“You’ve been reliably told that you’ll be out of power or dead within the next few months. That’s your biggest problem. Or at the very least, the one in front of you right now. If you want to save those billions of people, you’re going to have to save yourself first.”

Rachela I, the First Emperox of the Interdependency

There’s something and then there’s something and this book was definitely something.

Emperox Grayland II, real name Cardenia Wu, has just survived a coup of the worst heads of the houses of the Interdependency, an interconnected network of space stations and environments all designed to work and thrive together.

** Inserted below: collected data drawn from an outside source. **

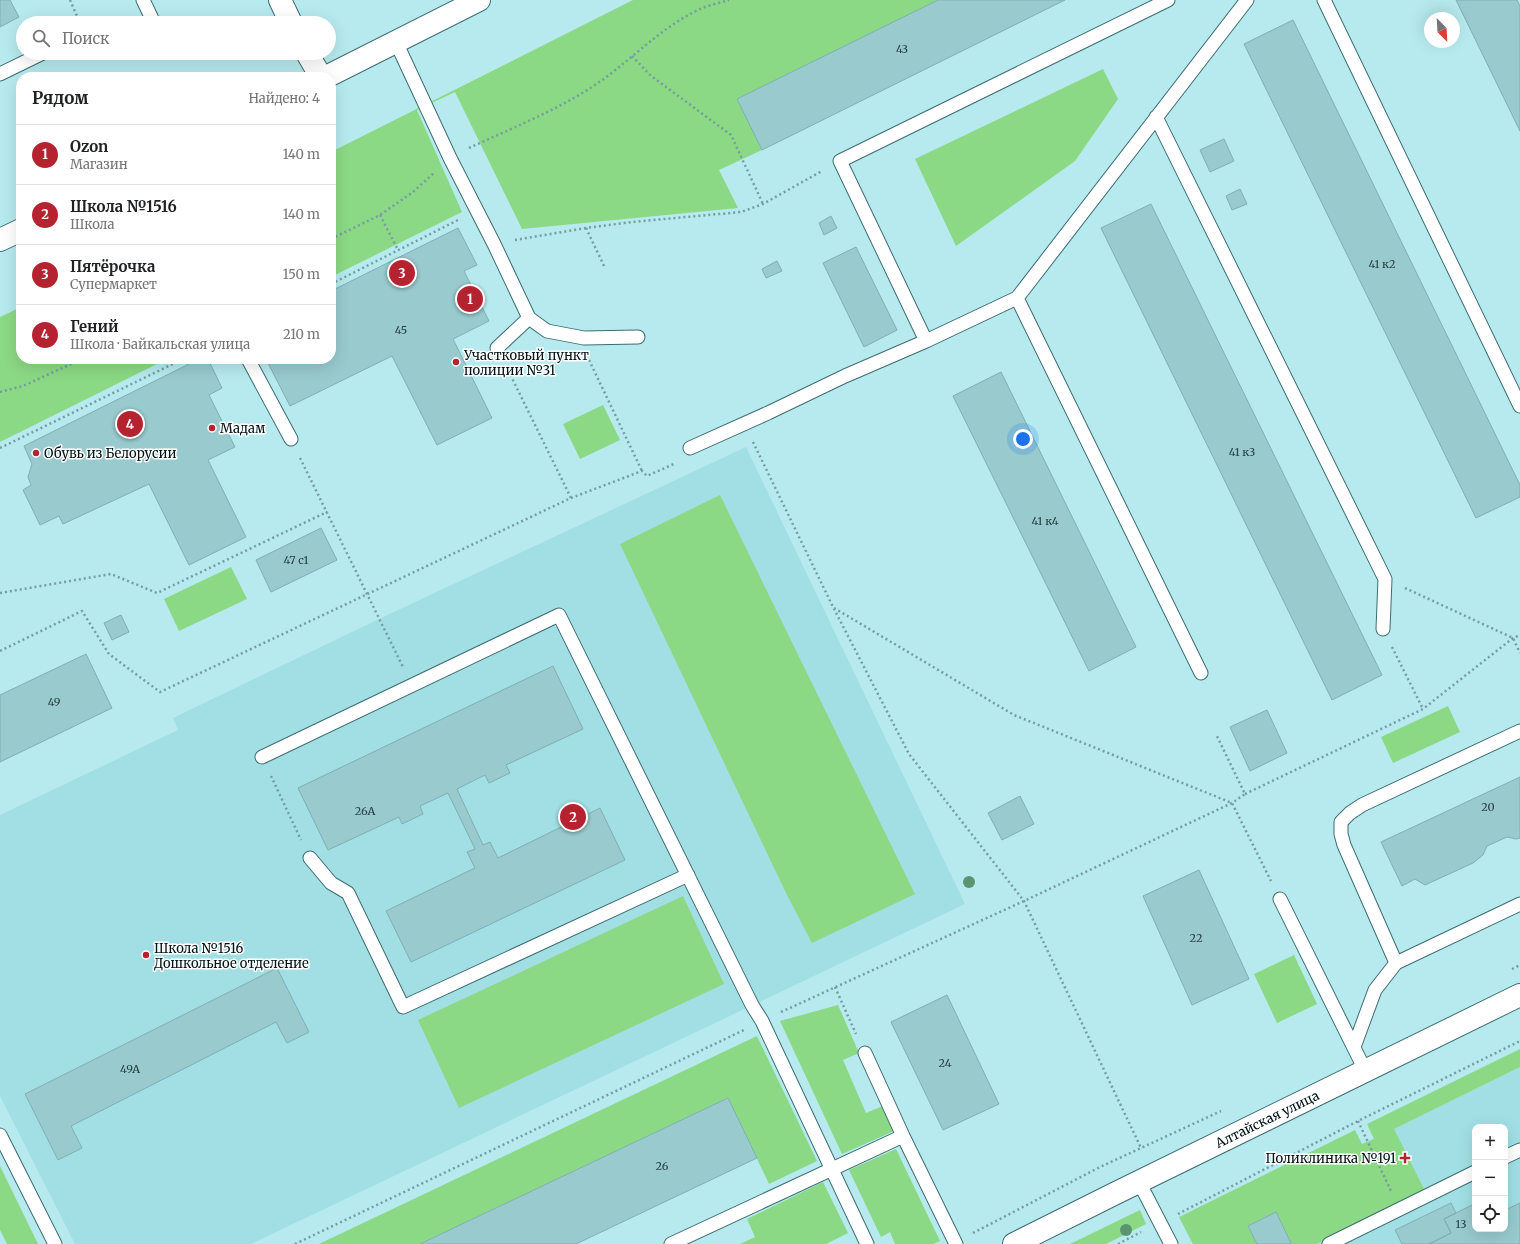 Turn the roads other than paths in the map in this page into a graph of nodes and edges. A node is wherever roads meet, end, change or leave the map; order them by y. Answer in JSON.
{"nodes":[{"id":1,"x":143,"y":0,"type":"edge"},
{"id":2,"x":280,"y":0,"type":"edge"},
{"id":3,"x":479,"y":0,"type":"edge"},
{"id":4,"x":1168,"y":0,"type":"edge"},
{"id":5,"x":1247,"y":0,"type":"edge"},
{"id":6,"x":1324,"y":0,"type":"edge"},
{"id":7,"x":151,"y":16,"type":"edge"},
{"id":8,"x":288,"y":16,"type":"edge"},
{"id":9,"x":396,"y":42,"type":"junction"},
{"id":10,"x":29,"y":60,"type":"edge"},
{"id":11,"x":311,"y":60,"type":"edge"},
{"id":12,"x":318,"y":72,"type":"edge"},
{"id":13,"x":336,"y":72,"type":"edge"},
{"id":14,"x":0,"y":74,"type":"edge"},
{"id":15,"x":1156,"y":117,"type":"junction"},
{"id":16,"x":16,"y":232,"type":"edge"},
{"id":17,"x":0,"y":240,"type":"edge"},
{"id":18,"x":1017,"y":298,"type":"junction"},
{"id":19,"x":529,"y":318,"type":"junction"},
{"id":20,"x":638,"y":338,"type":"dead end"},
{"id":21,"x":926,"y":341,"type":"junction"},
{"id":22,"x":497,"y":348,"type":"road end"},
{"id":23,"x":251,"y":364,"type":"edge"},
{"id":24,"x":1520,"y":406,"type":"edge"},
{"id":25,"x":290,"y":439,"type":"road end"},
{"id":26,"x":690,"y":448,"type":"dead end"},
{"id":27,"x":1383,"y":629,"type":"road end"},
{"id":28,"x":1201,"y":673,"type":"dead end"},
{"id":29,"x":1520,"y":731,"type":"edge"},
{"id":30,"x":262,"y":757,"type":"road end"},
{"id":31,"x":310,"y":858,"type":"road end"},
{"id":32,"x":688,"y":875,"type":"junction"},
{"id":33,"x":1280,"y":900,"type":"road end"},
{"id":34,"x":1520,"y":904,"type":"edge"},
{"id":35,"x":1396,"y":963,"type":"junction"},
{"id":36,"x":1520,"y":995,"type":"edge"},
{"id":37,"x":1354,"y":1047,"type":"junction"},
{"id":38,"x":865,"y":1053,"type":"road end"},
{"id":39,"x":1366,"y":1072,"type":"junction"},
{"id":40,"x":0,"y":1135,"type":"edge"},
{"id":41,"x":903,"y":1136,"type":"junction"},
{"id":42,"x":1520,"y":1150,"type":"edge"},
{"id":43,"x":1508,"y":1156,"type":"edge"},
{"id":44,"x":831,"y":1168,"type":"junction"},
{"id":45,"x":1472,"y":1173,"type":"edge"},
{"id":46,"x":1139,"y":1182,"type":"junction"},
{"id":47,"x":55,"y":1244,"type":"edge"},
{"id":48,"x":671,"y":1244,"type":"edge"},
{"id":49,"x":867,"y":1244,"type":"edge"},
{"id":50,"x":956,"y":1244,"type":"edge"},
{"id":51,"x":1014,"y":1244,"type":"edge"},
{"id":52,"x":1171,"y":1244,"type":"edge"},
{"id":53,"x":1329,"y":1244,"type":"edge"}],
"edges":[{"from":1,"to":7,"type":"lane"},
{"from":2,"to":8,"type":"street"},
{"from":3,"to":9,"type":"street"},
{"from":4,"to":21,"type":"lane"},
{"from":5,"to":15,"type":"lane"},
{"from":6,"to":24,"type":"lane"},
{"from":9,"to":13,"type":"street"},
{"from":9,"to":19,"type":"lane"},
{"from":10,"to":14,"type":"lane"},
{"from":11,"to":12,"type":"street"},
{"from":15,"to":18,"type":"lane"},
{"from":15,"to":27,"type":"lane"},
{"from":16,"to":17,"type":"street"},
{"from":18,"to":21,"type":"lane"},
{"from":18,"to":28,"type":"lane"},
{"from":19,"to":20,"type":"lane"},
{"from":19,"to":22,"type":"lane"},
{"from":21,"to":26,"type":"lane"},
{"from":23,"to":25,"type":"lane"},
{"from":29,"to":35,"type":"lane"},
{"from":30,"to":32,"type":"lane"},
{"from":31,"to":32,"type":"lane"},
{"from":32,"to":44,"type":"lane"},
{"from":33,"to":37,"type":"lane"},
{"from":34,"to":35,"type":"lane"},
{"from":35,"to":37,"type":"lane"},
{"from":36,"to":39,"type":"street","name":"Алтайская улица"},
{"from":37,"to":39,"type":"lane"},
{"from":38,"to":41,"type":"lane"},
{"from":39,"to":46,"type":"street","name":"Алтайская улица"},
{"from":40,"to":47,"type":"lane"},
{"from":41,"to":44,"type":"lane"},
{"from":41,"to":50,"type":"lane"},
{"from":42,"to":43,"type":"lane"},
{"from":44,"to":48,"type":"lane"},
{"from":44,"to":49,"type":"lane"},
{"from":45,"to":53,"type":"lane"},
{"from":46,"to":51,"type":"street","name":"Алтайская улица"},
{"from":46,"to":52,"type":"lane"}]}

Though that’s out of her way, there’s still the pressing matter of the collapse of the Flow, a river-like network that allows faster than light travel between these systems. If it collapses, the entire Interdependency dies with it. With help from her lover/scientist Marce Claremont and sort-of-best-friend/angry pixie queen of citrus, Kiva Lagos, they set out to finally figure out how to save the billions of people who make up her kingdom and save the day before time runs out.

I can take a lot of lessons from this book, and series as a whole, with me into my own writing. One of the earliest tics I picked up on was how everyone in this series speaks in two manners: what they’re doing and what they’re thinking. For a dialogue heavy book, that’s pretty spectacular, as each page makes you spiral along to the next, every character interacting with one another in their own unique way. No two characters show the same side anyone else, and that makes each meeting something special.

With the exception of Kiva F***ing Lagos, and if you f***ing know, then you f***ing know.

Another is how almost no one is given a physical description. Odds are, they were introduced through their actions, letting those be the deciding picture generators. For example, one character is described as a, “…pleasant-looking young man who looked slightly dazed most of the time and who answered most questions with politely meandering answers that went nowhere. The couple sure looked great in pictures, however…” See, even with a single detailed description of this seemingly nothing character, I know everything about him. How he looks, how he sits, how he speaks, all of it.

This, to me, is a wonderful lesson as it shines the spotlight right back on what matters most, character, and not the 17 different ways you can describe your MC’s brown hair.

I don’t need to know that it resembles chestnut, Karen, not if it doesn’t tell me anything about her!

Overall, fantastically fun series and something I would recommend to anyone looking to get into science fiction with no previous experience.